# New to custom ROM's, what is out there?



## turkishcobra1 (Feb 1, 2012)

Ok guys, brand new to the site, I have had my Galaxy Nexus for a few weeks, absolutely loving it, I really want to start to unlock some of my phones potential!

I want a ROM that keeps a lot of the stock ICS looks, however allows for better battery life, maybe allows some over clocking and generally what you guys think is good?


----------



## jameslfc5 (Jan 5, 2012)

AOKP. Wouldn't consider any others. 
In terms of speed and battery life, you need kernels, check Franco kernel and Lean kernel


----------



## GeekMcLeod (Jan 10, 2012)

jameslfc5 said:


> AOKP. Wouldn't consider any others.
> In terms of speed and battery life, you need kernels, check Franco kernel and Lean kernel


Completely agree. Now would be the best time to get with AOKP since its at a milestone. I recommend using Francos Kernel with it. So unbelievably smooth, quick and great battery life.

GSM Galaxy Nexus -- AOKP M3 -- franco.Kernel15.1


----------



## grydrgn (Feb 1, 2012)

Totally agree. AOKP is the way to go right now, especially for someone new to custom roms. Once you get a handle on that try the franco kernel.


----------



## DroidLeo (Jan 22, 2012)

AOKP FTW! HF!


----------



## cordell507 (Jan 21, 2012)

AOKP is by far the best, no bugs, awesome battery, and unrivalled speed


----------



## Art Vandelay (Jan 4, 2012)

cordell507 said:


> AOKP is by far the best, no bugs, awesome battery, and unrivalled speed


Some bugs still, but nothing that would make the phone unusable.

But I agree with the others. I was a huge CNA fan, but I jumped ship to AOKP and it is a lot better.
Sent from my Galaxy Nexus using RootzWiki


----------



## munchy_cool (Jun 7, 2011)

AOKP + faux kernel


----------



## cordell507 (Jan 21, 2012)

I think that 99% percent are using AOKP google should just go ahead and make it the shipped rom lol


----------



## morpheus9394 (Feb 3, 2012)

Thanks for the comments on this thread, I installed AOKP+Franco kernal yesterday and it was a very painless process.
I even managed to change my boot animation as I hated the pink unicorn








Very impressed with the new firmware. Very quick, great battery life and lots of very useful additions over the stock firmware.
Thanks for the advice guys.


----------



## turkishcobra1 (Feb 1, 2012)

Thanks for all the recommendations! I think the AOKP sounds like its the way forward! Think I'll give it a go right now! Cheers guys!!

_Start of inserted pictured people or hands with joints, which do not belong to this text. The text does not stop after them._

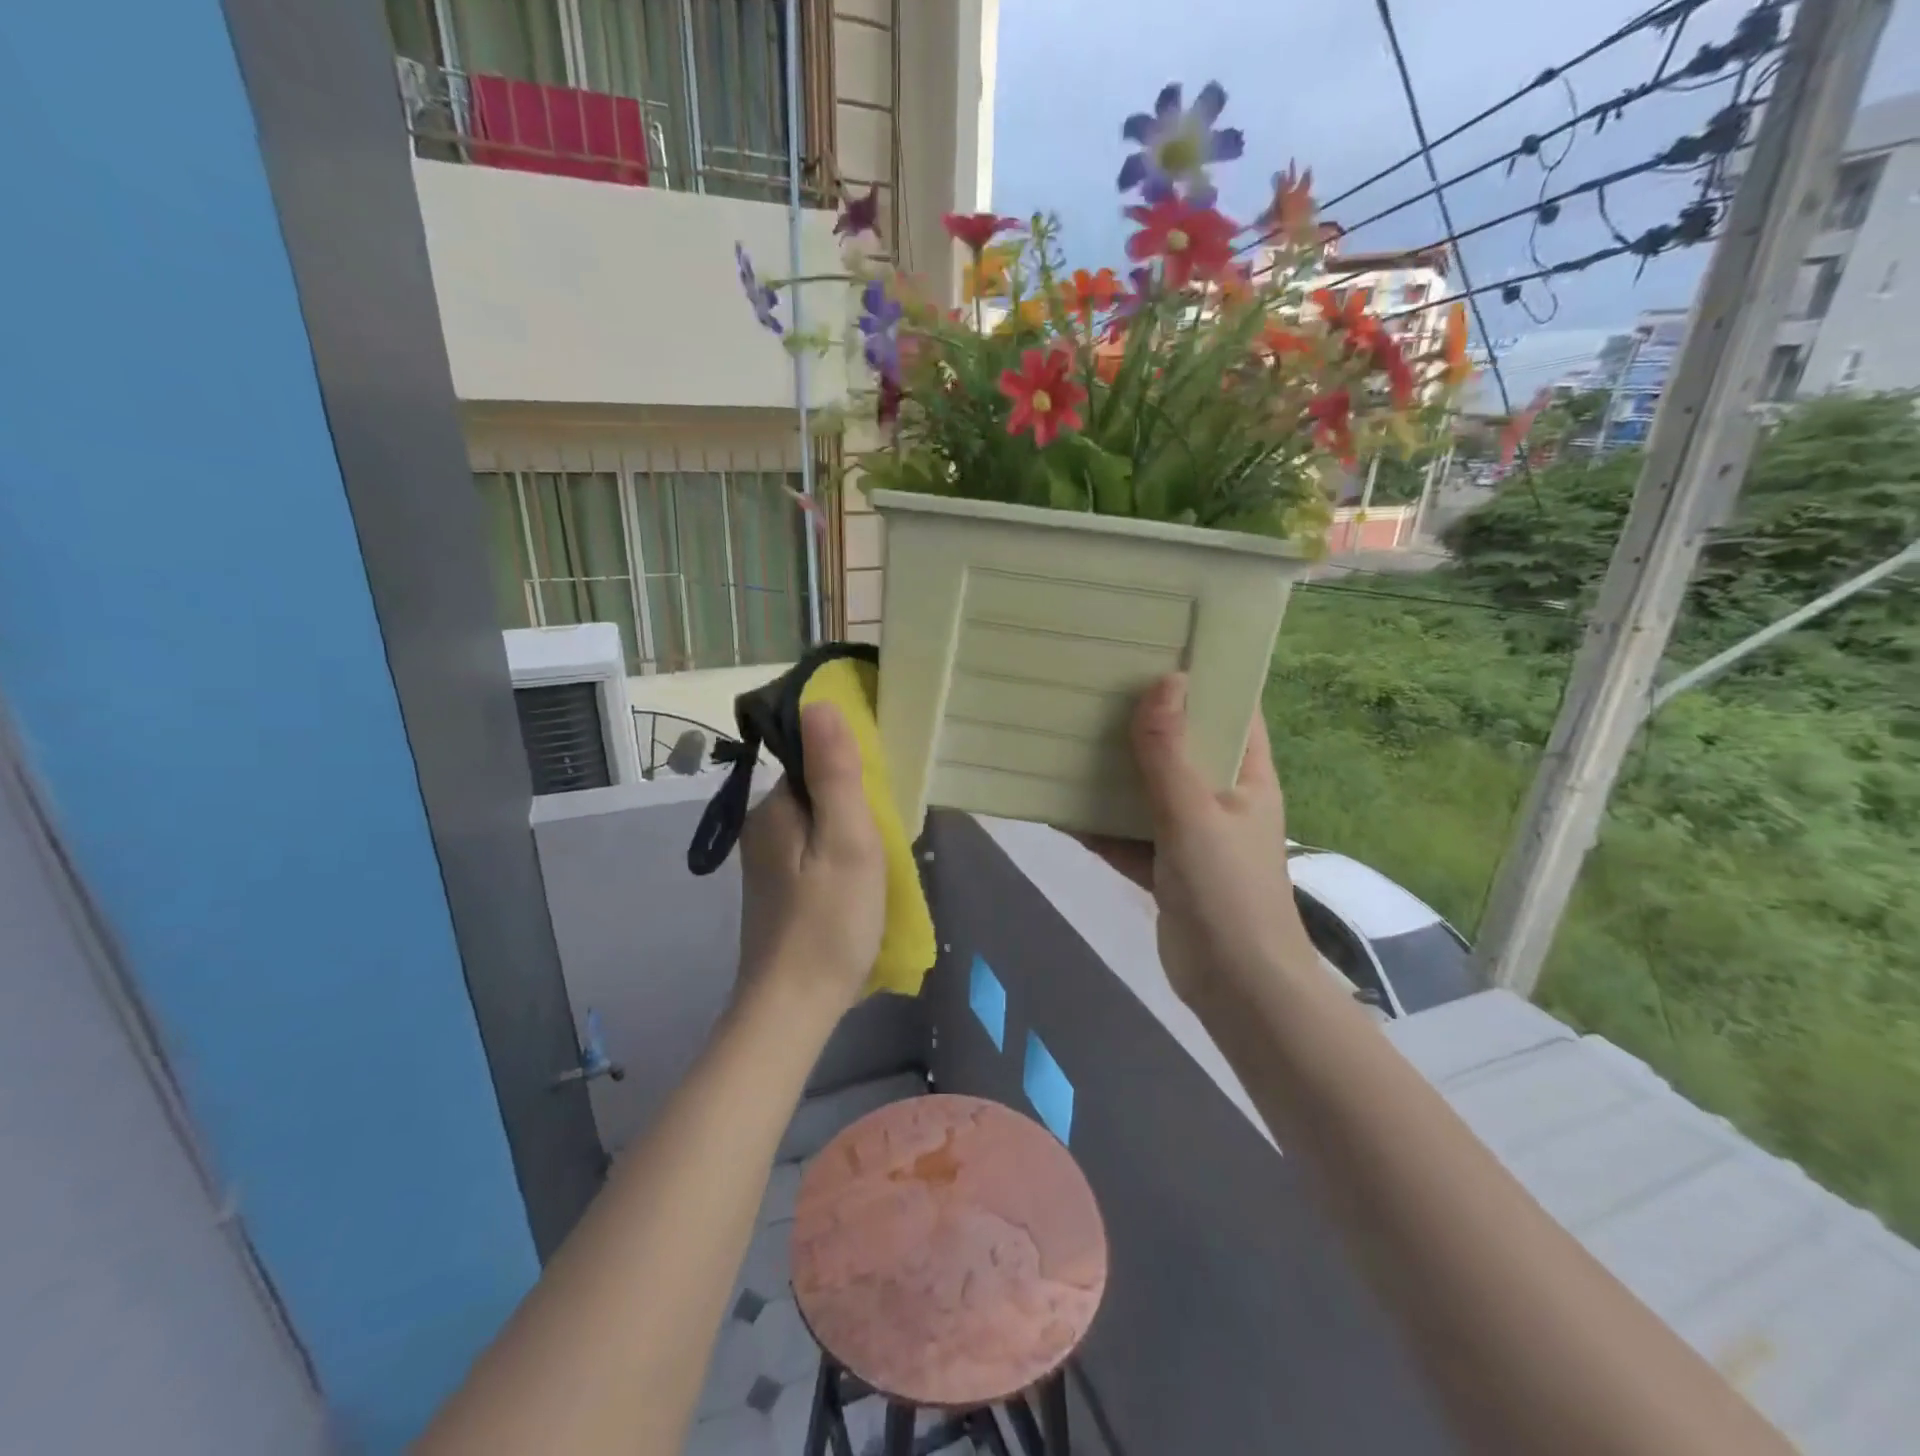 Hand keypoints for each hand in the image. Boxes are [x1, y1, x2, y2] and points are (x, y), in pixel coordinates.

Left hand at [736, 702, 886, 1018]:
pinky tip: (858, 884)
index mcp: (774, 808)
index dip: (852, 767)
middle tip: (888, 837)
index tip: (883, 794)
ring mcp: (766, 863)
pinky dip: (838, 857)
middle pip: (817, 791)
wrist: (793, 1008)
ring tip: (880, 862)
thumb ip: (835, 772)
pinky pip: (813, 852)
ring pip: (817, 824)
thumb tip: (819, 702)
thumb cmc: (828, 921)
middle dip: (854, 802)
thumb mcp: (846, 841)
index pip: (813, 759)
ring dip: (850, 832)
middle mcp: (762, 828)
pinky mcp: (776, 891)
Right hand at [1083, 675, 1319, 1010]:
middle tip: (1095, 686)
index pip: (1232, 709)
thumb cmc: (1227, 890)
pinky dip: (1098, 825)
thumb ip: (1170, 751)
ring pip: (1148, 790)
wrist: (1235, 986)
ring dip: (1113, 773)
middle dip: (1143, 721)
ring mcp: (1191, 834)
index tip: (1156, 648)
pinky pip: (1126, 834)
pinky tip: (1058, 807)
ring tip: (1068, 737)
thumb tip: (1164, 679)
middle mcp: (1220, 797)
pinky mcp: (1165, 867)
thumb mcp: (1194, 813)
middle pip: (1181, 746)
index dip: (1202, 678)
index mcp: (1246, 775) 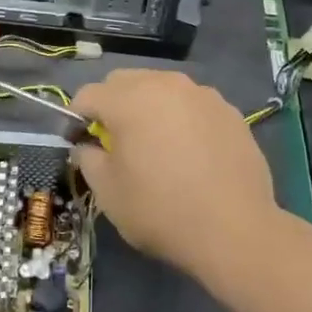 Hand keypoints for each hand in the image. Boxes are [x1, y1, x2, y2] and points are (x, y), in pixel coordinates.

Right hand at [71, 69, 277, 269]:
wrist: (234, 230)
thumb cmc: (160, 210)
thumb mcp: (107, 192)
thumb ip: (87, 158)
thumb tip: (88, 145)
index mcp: (128, 99)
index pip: (88, 95)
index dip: (77, 119)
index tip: (82, 145)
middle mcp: (164, 84)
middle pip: (124, 82)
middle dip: (112, 105)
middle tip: (117, 143)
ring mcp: (201, 94)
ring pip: (161, 88)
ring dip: (149, 107)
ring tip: (157, 145)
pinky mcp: (229, 110)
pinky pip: (192, 104)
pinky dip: (182, 118)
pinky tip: (191, 152) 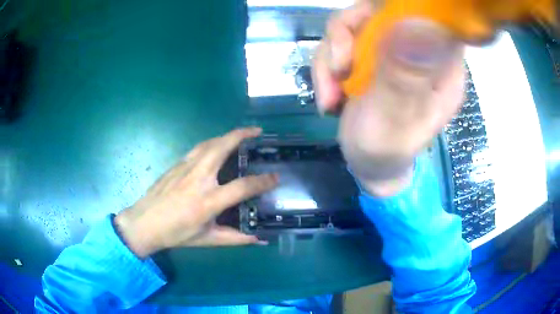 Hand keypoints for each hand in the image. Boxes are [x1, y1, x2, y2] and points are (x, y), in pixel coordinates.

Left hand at [115, 127, 277, 257]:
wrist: (145, 223)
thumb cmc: (176, 234)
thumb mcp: (207, 239)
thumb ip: (235, 238)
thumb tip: (259, 239)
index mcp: (207, 201)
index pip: (242, 186)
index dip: (262, 181)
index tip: (276, 177)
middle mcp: (198, 178)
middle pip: (222, 147)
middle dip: (242, 135)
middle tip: (258, 131)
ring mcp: (185, 168)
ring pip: (209, 143)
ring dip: (227, 135)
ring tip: (240, 134)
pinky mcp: (176, 164)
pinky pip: (198, 148)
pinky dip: (212, 142)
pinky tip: (216, 146)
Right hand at [313, 2, 464, 196]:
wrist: (366, 163)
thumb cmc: (386, 151)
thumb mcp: (393, 120)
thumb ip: (403, 78)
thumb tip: (416, 25)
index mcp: (442, 66)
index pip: (432, 15)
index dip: (401, 7)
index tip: (371, 27)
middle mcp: (420, 50)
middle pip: (382, 9)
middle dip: (348, 34)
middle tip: (339, 68)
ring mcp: (394, 49)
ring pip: (356, 22)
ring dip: (332, 54)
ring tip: (329, 94)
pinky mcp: (372, 53)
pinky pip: (342, 38)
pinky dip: (327, 63)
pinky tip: (329, 92) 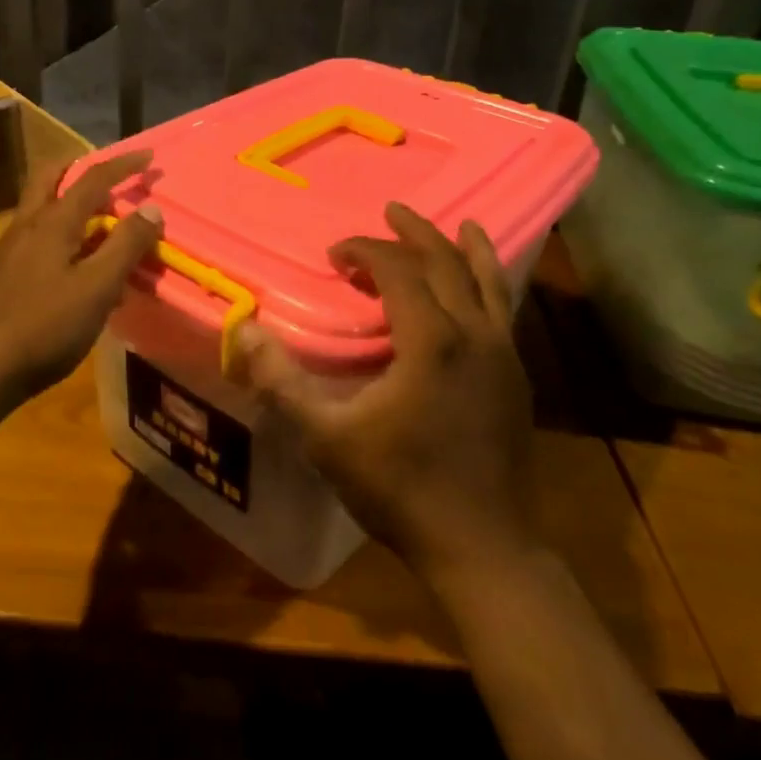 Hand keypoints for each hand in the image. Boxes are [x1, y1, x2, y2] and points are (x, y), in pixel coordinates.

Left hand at [0, 152, 163, 405]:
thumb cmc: (46, 326)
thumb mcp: (98, 287)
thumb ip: (126, 245)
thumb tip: (151, 208)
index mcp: (53, 222)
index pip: (92, 178)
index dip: (123, 165)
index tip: (149, 156)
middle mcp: (29, 224)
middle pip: (51, 177)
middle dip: (81, 166)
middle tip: (110, 172)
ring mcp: (13, 248)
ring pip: (44, 205)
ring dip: (72, 198)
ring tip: (103, 216)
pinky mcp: (8, 272)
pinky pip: (40, 234)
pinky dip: (64, 229)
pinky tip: (81, 260)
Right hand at [241, 202, 539, 587]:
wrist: (483, 547)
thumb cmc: (400, 489)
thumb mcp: (327, 438)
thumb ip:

Sent from my Galaxy Nexus using Tapatalk


----------



## turkishcobra1 (Feb 1, 2012)

Hi guys I been using AOKP with the lean kernel for a few days now and loving it! Undervolted and its really helped my battery life as well no need for the extended battery! Thanks for all the advice guys!

Sent from my Galaxy Nexus using Tapatalk


----------



## bendirkss (Feb 7, 2012)

jameslfc5 said:


> AOKP. Wouldn't consider any others.
> In terms of speed and battery life, you need kernels, check Franco kernel and Lean kernel


NAILED IT!

Sent from my Galaxy Nexus using Tapatalk


----------



## thedude (Feb 24, 2012)

I'm just going to leave this here...
http://get.cm/get/update-cm-9-02232012-NIGHTLY-maguro-signed.zip


----------



## Valdeck (Jan 5, 2012)

I personally vote for Gummy


----------



## MLB (Mar 7, 2012)

I currently run "Black Ice" on my GSM Nexus (GT-19250) and have had no problems.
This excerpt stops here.